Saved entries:
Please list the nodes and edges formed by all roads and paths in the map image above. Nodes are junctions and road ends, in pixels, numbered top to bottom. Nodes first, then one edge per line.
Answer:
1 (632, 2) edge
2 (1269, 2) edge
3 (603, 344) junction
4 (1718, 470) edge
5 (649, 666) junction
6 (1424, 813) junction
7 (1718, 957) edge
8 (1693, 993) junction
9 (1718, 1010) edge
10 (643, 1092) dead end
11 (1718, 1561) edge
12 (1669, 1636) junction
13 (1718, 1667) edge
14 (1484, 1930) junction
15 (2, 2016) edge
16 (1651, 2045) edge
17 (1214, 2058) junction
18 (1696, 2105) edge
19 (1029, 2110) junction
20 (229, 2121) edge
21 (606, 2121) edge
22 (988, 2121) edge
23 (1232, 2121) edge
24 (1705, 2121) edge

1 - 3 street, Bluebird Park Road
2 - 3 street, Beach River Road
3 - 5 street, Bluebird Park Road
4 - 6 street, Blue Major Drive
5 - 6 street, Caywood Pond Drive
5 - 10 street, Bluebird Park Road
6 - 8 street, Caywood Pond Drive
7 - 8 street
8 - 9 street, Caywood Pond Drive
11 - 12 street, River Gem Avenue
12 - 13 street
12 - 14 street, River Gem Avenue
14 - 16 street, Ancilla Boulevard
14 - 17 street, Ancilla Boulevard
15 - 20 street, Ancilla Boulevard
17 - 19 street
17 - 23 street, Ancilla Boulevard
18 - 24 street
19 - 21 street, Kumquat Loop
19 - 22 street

> **Exercise**
Please restate every line of the records exactly.

> **Reply to the task**
Please list the nodes and edges formed by all roads and paths in the map image above. Nodes are junctions and road ends, in pixels, numbered top to bottom. Nodes first, then one edge per line.
Answer:
1 (632, 2) edge
2 (1269, 2) edge
3 (603, 344) junction
4 (1718, 470) edge
5 (649, 666) junction
6 (1424, 813) junction
7 (1718, 957) edge
8 (1693, 993) junction
9 (1718, 1010) edge
10 (643, 1092) dead end
11 (1718, 1561) edge
12 (1669, 1636) junction
13 (1718, 1667) edge
14 (1484, 1930) junction
15 (2, 2016) edge
16 (1651, 2045) edge
17 (1214, 2058) junction
18 (1696, 2105) edge
19 (1029, 2110) junction
20 (229, 2121) edge
21 (606, 2121) edge
22 (988, 2121) edge
23 (1232, 2121) edge
24 (1705, 2121) edge

1 - 3 street, Bluebird Park Road
2 - 3 street, Beach River Road
3 - 5 street, Bluebird Park Road
4 - 6 street, Blue Major Drive
5 - 6 street, Caywood Pond Drive
5 - 10 street, Bluebird Park Road
6 - 8 street, Caywood Pond Drive
7 - 8 street
8 - 9 street, Caywood Pond Drive
11 - 12 street, River Gem Avenue
12 - 13 street
12 - 14 street, River Gem Avenue
14 - 16 street, Ancilla Boulevard
14 - 17 street, Ancilla Boulevard
15 - 20 street, Ancilla Boulevard
17 - 19 street
17 - 23 street, Ancilla Boulevard
18 - 24 street
19 - 21 street, Kumquat Loop
19 - 22 street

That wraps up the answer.